Written by Peter CarterNovember 27, 2014
Council worker Osman Bakhit was moving temporary-fencing base slabs at Ascot’s Bartleys Hill Reservoir when he ruptured a disc in his back in 2011.
According to his compensation application lodged in December that year for “a work induced aggravation of a pre-existing condition”, the injury happened on “aprox 1 September.” The workers compensation insurer for Brisbane City Council assessed his “prolapsed intervertebral disc in the lumbar spine” at 25% WPI. Bakhit accepted the resulting offer of $72k in June 2013.
When it came time to lodge a Notice of Claim for Damages to pursue his lawsuit claim for his employer’s negligence, the accident date was said to be 13 July.
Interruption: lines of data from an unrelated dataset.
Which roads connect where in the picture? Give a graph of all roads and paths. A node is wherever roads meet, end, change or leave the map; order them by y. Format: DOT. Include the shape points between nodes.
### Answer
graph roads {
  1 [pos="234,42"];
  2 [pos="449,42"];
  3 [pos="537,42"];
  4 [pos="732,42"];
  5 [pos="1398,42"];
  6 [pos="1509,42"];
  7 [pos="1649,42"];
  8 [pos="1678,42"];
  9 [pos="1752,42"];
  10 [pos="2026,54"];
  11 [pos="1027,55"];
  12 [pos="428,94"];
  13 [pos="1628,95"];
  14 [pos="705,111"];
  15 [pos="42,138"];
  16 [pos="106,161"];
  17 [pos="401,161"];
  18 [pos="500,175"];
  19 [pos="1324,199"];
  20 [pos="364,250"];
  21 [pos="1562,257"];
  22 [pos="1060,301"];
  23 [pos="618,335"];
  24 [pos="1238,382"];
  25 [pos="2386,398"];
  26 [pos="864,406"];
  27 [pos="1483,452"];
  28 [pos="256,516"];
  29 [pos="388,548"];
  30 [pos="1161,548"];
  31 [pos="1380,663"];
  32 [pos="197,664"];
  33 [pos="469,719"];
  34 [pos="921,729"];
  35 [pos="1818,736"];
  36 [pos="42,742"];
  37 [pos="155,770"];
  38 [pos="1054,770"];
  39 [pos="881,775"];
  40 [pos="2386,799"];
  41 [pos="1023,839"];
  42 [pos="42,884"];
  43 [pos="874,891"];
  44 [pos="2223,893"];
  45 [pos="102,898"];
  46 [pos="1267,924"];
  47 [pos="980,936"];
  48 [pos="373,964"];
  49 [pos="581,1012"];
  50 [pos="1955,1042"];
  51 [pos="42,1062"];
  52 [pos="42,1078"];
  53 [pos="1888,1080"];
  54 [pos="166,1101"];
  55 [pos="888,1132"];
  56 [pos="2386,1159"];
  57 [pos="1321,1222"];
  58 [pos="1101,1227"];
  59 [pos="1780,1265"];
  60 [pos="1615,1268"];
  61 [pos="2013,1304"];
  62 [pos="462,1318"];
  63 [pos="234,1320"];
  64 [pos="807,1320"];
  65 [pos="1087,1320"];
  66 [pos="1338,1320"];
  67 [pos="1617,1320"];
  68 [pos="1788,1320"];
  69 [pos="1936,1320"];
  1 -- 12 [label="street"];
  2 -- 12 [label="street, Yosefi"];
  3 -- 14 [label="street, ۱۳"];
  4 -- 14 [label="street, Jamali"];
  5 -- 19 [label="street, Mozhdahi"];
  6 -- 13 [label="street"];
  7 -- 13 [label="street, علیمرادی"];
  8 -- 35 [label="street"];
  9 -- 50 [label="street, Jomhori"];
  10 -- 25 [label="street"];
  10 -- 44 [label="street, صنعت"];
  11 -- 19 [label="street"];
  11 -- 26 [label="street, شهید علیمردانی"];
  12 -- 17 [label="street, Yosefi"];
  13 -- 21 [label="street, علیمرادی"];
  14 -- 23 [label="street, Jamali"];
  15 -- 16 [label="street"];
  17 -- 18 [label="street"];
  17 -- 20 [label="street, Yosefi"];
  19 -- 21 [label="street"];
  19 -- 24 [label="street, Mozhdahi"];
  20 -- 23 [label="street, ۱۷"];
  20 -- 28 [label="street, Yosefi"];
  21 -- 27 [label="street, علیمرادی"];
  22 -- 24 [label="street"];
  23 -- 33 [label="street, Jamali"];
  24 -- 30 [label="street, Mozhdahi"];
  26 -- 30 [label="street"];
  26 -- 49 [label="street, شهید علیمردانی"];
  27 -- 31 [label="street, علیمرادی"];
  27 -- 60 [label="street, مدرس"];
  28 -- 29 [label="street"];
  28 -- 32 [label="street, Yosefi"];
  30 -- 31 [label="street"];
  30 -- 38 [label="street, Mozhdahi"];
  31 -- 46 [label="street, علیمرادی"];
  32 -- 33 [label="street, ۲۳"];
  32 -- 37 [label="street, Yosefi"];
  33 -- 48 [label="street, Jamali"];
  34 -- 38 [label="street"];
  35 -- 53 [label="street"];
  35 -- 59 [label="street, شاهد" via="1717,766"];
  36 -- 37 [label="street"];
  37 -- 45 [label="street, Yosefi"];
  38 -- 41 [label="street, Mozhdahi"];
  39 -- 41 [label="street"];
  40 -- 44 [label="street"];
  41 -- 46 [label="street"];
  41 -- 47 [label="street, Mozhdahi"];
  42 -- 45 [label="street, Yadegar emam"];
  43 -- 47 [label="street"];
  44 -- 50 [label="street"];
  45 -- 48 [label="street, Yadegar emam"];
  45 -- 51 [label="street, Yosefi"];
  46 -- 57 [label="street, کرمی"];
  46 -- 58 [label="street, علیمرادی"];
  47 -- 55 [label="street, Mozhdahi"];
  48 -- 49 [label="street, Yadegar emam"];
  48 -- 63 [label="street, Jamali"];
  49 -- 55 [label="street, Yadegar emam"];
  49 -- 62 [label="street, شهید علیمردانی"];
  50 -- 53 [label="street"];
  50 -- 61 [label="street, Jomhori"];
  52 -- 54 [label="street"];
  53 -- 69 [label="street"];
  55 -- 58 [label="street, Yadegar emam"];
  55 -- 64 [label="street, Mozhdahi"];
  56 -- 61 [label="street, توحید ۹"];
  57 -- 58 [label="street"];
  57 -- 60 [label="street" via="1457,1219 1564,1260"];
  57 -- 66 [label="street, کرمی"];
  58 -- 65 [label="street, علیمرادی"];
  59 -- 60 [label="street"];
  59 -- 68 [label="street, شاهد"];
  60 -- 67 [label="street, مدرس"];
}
That was enough for the council’s insurer to assert the NOCD was non-compliant because any July injury had not yet been assessed. It required a new assessment under WCRA s 258. It also attempted to retract the earlier 25% assessment by reason of “purported confusion over dates of the event and uncertainty about the time of the occurrence of the injury”.
The claimant appealed that ruling to the Workers’ Compensation Regulator which was resolved in the BCC’s favour.
Without waiting for the regulator to decide, Bakhit also sought a declaration from the court that he was entitled to pursue a common-law claim for the NOCD date injury without further assessment. There was, after all, no question that the disc injury had been sustained at around that time and the WPI assessment was for the prolapse, not for aggravation.
Not as simple as that, rebuffed the council.
It claimed his medicals suggested the injury most likely occurred much later than July. Relying on the phoned in opinion of orthopaedist Peter Boys that resuming work in such a state – as he had done – from July to September was “impossible”, the council’s case was that the entire injury most likely occurred in September when the the disc prolapse was first discovered.
Bakhit – a Sudanese immigrant who needed an interpreter for most things – said he had no real understanding of the contents of the first application or what accident date had been stated in it. He argued the specific injury date was immaterial because, whatever the date, the actual injury had been fully assessed. Whether or not an injury on the date alleged was medically unlikely was a matter for an eventual trial.
Judge Stuart Durward agreed: “There was one injury suffered by the applicant. Any debate about the date of the relevant event and about causation is a matter for trial”. He also criticised it for the scant basis on which the BCC premised its non-compliant ruling.
“That the council relies substantially upon the telephone conversation with Dr Boys on such an important matter seems to me to be totally inadequate.”
“Dr Boys was placed in an unenviable position in being asked to comment on documentary material without having seen the claimant, taken a history and assessed his condition in a comprehensive way”.
Notwithstanding confirmation by the Regulator of the insurer’s decision, the court ruled that the injury assessed was the same referred to in the NOCD (regardless of its precise date) and the insurer must remove all obstacles to having the worker’s claim determined by a court.
Mr Bakhit’s case will proceed to trial in mid-2015 when the injury date issue will likely loom large once again.